Making silk - grand designs

English aficionados of French silk are eagerly awaiting the opening of the new European galleries at the V & A scheduled for later on this year.  In the meantime, there are loads of sites on the internet relating to European and US collections.  Since it is much better than anything I could write, I am reproducing here a summary of design trends by silk textile expert Elizabeth St-George, written to accompany an exhibition at Kent State University in 2009. The pictures of the exhibits are no longer available on the website, so I have included a few alternative examples:


In Bloom: Patterned Silk Design Innovations in Eighteenth Century France


Light blue silk fragment featuring birds,
 squirrels, bouquets with animated 
sun disks in a scatter plan executed in
 metallic thread brocading
 and overlapping a second damask floral
pattern. 
French, early 18thcentury
http://www.sarajo.com/ 
"The eighteenth century was of one of the most spectacular periods of silk production in France. Due to regulations initiated to improve the quality of cloth produced during the reign of Louis XIV (1643-1715), silk manufacturing centres such as Lyon were able to capitalize on advancements in weaving technology to create luxurious textiles that were vital to the French economy."
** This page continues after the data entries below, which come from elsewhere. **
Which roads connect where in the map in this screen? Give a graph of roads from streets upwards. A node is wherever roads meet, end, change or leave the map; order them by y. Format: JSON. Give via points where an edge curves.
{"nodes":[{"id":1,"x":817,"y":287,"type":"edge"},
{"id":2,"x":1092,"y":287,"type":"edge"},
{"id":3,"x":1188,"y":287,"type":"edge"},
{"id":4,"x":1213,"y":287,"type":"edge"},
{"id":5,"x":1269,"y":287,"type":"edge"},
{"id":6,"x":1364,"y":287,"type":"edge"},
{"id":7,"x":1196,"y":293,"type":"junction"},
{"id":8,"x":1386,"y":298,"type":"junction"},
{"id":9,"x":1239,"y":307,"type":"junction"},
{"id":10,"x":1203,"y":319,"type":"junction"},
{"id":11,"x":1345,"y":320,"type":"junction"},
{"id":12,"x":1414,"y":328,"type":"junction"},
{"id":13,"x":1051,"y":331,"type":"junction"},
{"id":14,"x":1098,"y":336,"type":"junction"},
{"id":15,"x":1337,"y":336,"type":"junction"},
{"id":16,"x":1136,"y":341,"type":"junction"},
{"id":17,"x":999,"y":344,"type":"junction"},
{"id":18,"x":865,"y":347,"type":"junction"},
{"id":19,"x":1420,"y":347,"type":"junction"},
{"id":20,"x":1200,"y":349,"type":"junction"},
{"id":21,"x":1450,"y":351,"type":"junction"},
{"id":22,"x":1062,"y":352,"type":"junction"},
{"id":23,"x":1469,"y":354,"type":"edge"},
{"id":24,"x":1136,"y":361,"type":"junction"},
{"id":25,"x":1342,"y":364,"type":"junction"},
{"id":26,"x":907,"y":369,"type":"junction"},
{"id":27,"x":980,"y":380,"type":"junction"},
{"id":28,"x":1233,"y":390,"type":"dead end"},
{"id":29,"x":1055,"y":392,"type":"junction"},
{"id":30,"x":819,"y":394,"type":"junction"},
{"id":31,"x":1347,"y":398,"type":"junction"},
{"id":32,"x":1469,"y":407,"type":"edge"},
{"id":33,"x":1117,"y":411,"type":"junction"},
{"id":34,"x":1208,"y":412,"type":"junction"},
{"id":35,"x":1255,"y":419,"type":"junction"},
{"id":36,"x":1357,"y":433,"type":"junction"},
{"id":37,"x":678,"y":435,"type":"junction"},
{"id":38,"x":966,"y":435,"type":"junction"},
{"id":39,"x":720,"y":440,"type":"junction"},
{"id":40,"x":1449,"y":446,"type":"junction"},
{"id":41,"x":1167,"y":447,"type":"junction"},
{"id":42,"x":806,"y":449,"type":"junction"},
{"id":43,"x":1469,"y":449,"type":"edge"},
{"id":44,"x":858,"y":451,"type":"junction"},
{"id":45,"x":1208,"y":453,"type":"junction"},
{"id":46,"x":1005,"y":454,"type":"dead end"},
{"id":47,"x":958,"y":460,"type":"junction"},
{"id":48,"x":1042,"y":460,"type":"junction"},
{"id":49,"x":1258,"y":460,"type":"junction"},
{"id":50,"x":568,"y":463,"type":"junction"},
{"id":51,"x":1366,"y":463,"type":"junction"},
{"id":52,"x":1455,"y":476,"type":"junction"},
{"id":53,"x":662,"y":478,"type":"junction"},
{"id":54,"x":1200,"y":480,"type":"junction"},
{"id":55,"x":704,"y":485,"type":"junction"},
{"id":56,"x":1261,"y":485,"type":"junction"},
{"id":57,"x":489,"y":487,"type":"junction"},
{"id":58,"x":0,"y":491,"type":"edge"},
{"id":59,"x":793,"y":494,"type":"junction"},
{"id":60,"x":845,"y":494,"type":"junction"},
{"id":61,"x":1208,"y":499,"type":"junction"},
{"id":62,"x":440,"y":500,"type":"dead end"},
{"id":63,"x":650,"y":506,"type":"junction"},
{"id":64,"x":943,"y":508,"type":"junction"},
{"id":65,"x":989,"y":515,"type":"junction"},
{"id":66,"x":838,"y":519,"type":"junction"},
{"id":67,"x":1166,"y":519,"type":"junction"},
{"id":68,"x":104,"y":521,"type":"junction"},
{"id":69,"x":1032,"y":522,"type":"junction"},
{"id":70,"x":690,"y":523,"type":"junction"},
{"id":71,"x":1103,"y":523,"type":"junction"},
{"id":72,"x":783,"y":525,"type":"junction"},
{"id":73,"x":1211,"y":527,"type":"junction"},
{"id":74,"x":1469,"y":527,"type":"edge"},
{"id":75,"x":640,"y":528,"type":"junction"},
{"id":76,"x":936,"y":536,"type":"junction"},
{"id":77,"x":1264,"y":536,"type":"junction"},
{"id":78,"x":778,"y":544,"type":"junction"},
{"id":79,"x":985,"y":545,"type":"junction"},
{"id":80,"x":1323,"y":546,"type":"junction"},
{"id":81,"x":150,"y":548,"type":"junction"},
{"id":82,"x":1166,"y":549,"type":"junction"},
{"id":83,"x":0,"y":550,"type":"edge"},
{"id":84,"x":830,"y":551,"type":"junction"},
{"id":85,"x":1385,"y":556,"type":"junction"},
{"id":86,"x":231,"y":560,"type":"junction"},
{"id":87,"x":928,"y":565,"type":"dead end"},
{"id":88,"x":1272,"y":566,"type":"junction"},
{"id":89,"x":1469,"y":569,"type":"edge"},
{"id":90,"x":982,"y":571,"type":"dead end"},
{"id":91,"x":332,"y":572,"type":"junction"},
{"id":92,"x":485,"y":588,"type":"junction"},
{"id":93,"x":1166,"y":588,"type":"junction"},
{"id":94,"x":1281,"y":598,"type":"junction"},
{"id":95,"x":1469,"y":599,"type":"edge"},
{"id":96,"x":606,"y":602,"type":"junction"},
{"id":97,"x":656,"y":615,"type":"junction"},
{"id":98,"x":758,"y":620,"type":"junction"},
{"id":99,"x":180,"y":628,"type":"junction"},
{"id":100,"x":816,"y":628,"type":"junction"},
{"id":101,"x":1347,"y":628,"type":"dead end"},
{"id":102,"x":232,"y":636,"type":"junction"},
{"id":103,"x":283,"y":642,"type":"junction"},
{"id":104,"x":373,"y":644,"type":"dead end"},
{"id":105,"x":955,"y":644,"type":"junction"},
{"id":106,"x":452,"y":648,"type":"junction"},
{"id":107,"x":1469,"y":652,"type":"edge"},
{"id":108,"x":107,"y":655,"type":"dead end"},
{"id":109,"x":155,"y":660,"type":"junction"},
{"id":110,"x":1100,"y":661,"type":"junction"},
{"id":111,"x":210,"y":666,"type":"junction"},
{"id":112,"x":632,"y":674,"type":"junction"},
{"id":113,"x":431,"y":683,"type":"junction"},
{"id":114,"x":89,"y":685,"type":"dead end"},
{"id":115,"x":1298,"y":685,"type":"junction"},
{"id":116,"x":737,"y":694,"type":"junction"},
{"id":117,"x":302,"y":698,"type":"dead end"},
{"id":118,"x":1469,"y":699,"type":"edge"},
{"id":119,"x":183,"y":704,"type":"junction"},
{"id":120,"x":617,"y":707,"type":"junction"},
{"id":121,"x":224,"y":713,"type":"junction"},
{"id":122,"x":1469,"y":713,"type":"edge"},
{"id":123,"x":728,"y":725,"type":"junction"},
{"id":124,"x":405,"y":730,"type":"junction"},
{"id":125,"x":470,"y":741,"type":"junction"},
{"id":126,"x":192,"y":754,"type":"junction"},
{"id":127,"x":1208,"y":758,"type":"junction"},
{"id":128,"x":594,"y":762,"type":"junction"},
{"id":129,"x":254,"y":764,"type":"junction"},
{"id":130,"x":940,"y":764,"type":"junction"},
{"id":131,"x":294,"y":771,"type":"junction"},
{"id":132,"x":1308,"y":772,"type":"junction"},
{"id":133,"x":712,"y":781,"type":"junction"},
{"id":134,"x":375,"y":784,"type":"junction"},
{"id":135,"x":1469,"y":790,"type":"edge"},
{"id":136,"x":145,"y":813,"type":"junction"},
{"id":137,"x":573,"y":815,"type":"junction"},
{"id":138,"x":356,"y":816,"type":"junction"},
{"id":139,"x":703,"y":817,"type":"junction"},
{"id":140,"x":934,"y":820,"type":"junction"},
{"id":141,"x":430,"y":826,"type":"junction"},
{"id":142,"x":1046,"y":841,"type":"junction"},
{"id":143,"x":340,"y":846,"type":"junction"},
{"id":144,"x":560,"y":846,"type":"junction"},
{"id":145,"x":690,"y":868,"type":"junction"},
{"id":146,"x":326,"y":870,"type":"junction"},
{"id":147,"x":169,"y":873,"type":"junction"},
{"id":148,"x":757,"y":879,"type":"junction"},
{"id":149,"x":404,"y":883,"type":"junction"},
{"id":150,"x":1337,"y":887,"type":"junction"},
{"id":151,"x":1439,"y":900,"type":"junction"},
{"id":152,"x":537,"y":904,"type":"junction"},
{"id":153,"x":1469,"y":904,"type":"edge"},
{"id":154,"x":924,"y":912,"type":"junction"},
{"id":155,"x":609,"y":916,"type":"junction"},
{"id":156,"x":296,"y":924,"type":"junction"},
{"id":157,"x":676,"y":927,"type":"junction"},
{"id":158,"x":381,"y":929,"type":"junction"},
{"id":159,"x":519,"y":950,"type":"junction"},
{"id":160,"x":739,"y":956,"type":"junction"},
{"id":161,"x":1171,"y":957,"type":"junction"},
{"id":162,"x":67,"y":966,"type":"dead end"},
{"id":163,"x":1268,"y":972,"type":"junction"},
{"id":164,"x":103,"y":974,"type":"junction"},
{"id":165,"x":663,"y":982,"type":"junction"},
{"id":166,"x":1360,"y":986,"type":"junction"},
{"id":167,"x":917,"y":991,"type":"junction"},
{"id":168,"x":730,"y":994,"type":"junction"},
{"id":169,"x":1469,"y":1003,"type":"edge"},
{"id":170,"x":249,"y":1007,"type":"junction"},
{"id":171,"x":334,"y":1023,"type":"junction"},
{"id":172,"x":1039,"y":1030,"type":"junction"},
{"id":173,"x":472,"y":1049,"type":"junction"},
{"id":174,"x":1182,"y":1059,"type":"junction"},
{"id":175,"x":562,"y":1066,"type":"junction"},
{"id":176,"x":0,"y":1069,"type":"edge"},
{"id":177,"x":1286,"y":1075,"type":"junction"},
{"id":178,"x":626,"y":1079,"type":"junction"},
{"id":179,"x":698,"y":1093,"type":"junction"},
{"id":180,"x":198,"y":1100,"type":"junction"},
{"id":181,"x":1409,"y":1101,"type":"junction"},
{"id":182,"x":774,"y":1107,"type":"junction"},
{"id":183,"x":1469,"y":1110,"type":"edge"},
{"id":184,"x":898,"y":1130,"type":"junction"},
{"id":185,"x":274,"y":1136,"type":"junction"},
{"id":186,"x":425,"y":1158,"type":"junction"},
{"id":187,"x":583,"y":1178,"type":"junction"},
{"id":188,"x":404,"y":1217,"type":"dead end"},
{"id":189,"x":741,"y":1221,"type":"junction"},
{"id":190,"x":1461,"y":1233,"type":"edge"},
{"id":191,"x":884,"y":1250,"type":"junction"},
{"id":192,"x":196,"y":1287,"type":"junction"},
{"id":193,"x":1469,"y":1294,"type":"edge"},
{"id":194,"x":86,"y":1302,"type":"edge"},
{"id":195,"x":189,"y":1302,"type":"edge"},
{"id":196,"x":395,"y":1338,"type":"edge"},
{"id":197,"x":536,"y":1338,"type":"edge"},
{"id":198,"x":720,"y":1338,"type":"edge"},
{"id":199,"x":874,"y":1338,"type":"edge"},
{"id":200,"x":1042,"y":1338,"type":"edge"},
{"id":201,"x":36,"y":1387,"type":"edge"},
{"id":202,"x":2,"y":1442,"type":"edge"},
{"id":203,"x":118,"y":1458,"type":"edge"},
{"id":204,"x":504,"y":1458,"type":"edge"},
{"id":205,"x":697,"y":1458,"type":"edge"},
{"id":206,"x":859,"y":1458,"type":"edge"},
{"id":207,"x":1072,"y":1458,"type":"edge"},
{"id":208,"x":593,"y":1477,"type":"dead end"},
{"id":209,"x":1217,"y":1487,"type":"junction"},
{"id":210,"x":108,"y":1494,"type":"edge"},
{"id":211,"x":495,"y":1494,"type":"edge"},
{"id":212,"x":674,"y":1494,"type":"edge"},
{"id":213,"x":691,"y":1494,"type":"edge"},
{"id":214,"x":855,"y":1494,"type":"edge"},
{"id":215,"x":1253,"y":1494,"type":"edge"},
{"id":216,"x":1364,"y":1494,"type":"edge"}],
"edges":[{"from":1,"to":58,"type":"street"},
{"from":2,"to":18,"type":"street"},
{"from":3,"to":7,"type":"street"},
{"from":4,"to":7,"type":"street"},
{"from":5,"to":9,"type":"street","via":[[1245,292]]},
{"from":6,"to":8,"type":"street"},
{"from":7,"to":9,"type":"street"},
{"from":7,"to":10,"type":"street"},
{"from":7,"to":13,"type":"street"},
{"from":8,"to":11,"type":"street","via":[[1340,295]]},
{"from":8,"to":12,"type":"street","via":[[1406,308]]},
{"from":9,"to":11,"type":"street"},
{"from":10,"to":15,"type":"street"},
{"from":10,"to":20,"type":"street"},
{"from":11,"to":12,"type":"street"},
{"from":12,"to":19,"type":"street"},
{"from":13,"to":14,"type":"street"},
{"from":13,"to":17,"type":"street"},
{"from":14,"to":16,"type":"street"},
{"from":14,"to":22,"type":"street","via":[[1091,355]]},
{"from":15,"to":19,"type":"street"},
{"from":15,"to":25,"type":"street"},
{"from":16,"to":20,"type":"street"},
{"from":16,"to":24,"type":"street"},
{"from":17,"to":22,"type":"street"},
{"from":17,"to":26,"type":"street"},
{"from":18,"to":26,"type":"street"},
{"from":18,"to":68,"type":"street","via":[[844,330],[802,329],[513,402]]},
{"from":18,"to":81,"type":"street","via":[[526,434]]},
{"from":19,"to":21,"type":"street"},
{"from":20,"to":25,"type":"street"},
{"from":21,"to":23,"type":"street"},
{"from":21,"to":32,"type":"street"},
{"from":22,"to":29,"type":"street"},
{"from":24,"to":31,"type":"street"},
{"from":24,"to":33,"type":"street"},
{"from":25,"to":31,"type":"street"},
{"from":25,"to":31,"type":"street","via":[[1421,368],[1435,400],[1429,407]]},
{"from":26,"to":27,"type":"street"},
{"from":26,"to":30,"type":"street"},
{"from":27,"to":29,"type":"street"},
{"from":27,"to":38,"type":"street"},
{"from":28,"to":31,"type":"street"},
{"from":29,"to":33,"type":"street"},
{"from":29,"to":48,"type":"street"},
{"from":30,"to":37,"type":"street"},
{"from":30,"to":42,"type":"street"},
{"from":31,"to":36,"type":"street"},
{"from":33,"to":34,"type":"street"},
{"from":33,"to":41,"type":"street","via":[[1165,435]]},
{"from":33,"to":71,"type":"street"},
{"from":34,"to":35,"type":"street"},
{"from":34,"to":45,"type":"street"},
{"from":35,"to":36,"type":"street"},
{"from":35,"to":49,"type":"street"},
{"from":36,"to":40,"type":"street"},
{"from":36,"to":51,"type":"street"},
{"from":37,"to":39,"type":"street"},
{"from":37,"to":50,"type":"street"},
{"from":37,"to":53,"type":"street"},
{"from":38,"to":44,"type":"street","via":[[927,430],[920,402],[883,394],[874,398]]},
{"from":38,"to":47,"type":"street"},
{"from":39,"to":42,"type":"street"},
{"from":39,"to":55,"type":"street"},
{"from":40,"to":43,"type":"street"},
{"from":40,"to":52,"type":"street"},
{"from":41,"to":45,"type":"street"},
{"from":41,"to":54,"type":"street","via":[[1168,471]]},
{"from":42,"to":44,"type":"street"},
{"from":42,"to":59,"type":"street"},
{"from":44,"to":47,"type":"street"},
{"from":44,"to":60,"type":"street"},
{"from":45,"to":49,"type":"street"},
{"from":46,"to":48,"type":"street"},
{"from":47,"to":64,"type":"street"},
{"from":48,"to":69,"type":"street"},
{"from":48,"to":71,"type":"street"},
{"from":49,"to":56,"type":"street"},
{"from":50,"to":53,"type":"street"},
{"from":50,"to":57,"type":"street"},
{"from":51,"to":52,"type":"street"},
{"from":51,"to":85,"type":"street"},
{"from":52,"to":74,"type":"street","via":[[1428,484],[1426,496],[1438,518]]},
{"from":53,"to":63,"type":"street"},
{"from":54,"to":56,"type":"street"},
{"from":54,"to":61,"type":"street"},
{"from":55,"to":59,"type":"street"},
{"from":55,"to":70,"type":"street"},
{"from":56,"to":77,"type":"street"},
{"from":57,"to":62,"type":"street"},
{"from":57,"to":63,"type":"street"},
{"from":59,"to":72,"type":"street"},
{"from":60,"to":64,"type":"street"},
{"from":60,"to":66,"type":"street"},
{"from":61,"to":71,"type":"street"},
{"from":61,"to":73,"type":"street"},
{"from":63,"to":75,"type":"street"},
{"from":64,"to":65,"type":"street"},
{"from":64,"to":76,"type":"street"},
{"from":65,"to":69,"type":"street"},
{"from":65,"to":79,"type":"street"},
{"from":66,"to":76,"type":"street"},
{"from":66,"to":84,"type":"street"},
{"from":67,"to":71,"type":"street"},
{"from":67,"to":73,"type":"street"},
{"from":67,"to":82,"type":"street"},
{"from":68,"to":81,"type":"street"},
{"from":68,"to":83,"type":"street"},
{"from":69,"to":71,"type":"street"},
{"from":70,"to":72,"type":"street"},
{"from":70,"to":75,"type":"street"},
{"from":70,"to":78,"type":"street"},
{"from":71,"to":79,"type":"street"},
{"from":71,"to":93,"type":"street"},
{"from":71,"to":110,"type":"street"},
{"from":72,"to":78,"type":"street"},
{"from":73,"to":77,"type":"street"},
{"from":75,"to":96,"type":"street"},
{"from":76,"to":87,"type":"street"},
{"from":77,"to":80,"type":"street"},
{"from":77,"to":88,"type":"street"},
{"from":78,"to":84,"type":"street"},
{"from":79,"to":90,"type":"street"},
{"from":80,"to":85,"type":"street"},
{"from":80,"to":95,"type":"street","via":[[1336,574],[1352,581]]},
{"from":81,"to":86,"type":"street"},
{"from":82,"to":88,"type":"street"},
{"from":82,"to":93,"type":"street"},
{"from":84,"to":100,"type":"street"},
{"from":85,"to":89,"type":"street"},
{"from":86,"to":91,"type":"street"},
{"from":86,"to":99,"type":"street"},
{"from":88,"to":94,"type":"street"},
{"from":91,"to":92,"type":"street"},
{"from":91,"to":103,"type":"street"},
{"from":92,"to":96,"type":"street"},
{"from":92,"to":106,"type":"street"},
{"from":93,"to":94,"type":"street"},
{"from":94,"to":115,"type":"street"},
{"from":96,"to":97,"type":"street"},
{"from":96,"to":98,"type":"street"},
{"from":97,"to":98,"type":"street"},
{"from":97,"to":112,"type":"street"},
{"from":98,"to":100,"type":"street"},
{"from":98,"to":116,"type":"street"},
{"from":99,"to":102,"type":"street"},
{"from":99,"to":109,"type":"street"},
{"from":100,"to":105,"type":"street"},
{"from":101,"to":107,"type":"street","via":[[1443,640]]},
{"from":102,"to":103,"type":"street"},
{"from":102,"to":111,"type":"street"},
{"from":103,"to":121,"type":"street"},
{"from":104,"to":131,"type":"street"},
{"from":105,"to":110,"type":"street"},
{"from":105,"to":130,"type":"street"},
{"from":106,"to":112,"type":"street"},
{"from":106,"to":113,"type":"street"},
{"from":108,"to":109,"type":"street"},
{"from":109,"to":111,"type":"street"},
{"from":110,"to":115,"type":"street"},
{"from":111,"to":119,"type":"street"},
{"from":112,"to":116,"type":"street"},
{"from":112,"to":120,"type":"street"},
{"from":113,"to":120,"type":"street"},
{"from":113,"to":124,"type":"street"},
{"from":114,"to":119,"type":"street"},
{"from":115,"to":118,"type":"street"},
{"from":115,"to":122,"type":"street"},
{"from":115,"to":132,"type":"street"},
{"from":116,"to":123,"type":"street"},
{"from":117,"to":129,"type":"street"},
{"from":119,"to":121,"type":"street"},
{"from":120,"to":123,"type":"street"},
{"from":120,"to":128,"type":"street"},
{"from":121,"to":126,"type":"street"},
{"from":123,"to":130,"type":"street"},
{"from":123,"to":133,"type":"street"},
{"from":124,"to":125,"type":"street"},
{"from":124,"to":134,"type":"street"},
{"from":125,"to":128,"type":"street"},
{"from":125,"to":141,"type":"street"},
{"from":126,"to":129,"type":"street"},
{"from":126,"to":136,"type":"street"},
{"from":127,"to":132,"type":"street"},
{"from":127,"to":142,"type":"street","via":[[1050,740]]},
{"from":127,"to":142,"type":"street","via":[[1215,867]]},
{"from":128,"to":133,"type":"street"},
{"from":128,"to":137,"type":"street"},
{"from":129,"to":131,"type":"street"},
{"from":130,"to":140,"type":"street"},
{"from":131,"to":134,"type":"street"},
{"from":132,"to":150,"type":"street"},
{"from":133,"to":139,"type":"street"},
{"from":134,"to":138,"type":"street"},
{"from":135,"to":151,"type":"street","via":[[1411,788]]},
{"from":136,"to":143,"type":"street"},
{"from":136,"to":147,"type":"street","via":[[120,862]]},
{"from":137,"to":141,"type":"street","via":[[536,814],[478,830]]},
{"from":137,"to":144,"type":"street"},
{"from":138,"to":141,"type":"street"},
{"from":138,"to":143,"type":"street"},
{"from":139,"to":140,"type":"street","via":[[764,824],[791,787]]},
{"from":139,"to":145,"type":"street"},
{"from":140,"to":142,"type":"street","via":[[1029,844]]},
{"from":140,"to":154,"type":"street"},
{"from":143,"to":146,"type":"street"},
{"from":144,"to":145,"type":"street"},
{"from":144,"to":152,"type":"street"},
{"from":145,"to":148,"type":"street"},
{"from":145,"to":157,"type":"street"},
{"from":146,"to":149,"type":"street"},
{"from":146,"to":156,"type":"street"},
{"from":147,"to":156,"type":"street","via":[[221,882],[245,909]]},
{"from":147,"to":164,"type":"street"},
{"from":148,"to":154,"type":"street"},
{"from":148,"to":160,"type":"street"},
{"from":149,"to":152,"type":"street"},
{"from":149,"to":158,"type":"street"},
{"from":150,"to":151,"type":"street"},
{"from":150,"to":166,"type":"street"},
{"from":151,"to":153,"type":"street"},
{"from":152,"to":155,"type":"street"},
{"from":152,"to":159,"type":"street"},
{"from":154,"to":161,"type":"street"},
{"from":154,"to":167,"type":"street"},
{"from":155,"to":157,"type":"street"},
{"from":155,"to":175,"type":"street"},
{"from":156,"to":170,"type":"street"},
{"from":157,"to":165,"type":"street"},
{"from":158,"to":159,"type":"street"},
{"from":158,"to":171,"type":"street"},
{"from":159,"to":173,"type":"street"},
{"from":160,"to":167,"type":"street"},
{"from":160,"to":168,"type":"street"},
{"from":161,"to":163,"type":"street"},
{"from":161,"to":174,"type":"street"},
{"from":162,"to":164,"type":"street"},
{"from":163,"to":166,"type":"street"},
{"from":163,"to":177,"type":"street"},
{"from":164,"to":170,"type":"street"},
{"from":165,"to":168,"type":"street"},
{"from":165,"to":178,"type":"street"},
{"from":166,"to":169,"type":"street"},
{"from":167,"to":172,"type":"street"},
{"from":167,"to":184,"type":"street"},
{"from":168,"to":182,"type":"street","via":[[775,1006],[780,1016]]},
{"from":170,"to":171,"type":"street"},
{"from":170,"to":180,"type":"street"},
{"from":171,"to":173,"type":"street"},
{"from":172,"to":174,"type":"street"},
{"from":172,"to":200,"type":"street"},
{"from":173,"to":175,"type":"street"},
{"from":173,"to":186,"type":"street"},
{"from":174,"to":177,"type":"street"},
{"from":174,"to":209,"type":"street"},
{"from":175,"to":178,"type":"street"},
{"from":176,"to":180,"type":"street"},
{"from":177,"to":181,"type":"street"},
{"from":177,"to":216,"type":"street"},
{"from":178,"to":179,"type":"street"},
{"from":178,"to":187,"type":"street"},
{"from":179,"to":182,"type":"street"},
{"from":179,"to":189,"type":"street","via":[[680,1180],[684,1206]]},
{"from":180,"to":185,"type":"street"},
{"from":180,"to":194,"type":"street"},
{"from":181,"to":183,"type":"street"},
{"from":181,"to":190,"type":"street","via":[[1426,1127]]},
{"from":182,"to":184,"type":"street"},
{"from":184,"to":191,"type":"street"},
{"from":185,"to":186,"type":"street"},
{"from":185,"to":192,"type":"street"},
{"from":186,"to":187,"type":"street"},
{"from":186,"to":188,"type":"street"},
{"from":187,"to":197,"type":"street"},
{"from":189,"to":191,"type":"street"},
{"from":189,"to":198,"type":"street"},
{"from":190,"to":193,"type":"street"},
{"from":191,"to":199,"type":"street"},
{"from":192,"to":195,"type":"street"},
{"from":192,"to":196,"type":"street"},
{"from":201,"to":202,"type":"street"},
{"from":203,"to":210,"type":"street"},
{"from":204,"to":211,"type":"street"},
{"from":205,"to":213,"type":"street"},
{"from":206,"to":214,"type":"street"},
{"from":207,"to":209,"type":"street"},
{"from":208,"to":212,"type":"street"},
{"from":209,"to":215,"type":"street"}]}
"Early eighteenth century silk design is marked by the evolution of textile motifs towards greater naturalism. While floral ornamentation had consistently appeared in Medieval and Renaissance silk decoration, these forms were heavily stylized. Semi-naturalistic flowers begin to appear about 1700, after which a tendency towards more naturalistic forms accelerated until the middle of the century. The beginning of the eighteenth century is also noted for the production of "Bizarre silk named for the asymmetrical arrangement of exotic motifs and odd color combinations. The resulting informality of "Bizarre Silk" patterns greatly complemented the  increasing naturalism in design."


French brocaded silk,c.1735,
Design attributed to Jean Revel.
Metropolit
an Museum
During the 1730s, an entirely new style developed marking a dramatic shift in French silk design. Silks of the 1730s are characterized by large and completely naturalistic fruits and flowers often depicted in relief.

This new style can be linked to the beginning of the career of Jean Revel (1684-1751) one of the most renowned and technically sophisticated Lyonnais silk designers. Revel and other contemporary silk designers also focused considerable attention on how textile motifs were rendered in thread. Instead of depicting flat, single coloured motifs, designers of the 1730s conceived motifs more three-dimensional in appearance through shading or gently blending contrasting shades of colour.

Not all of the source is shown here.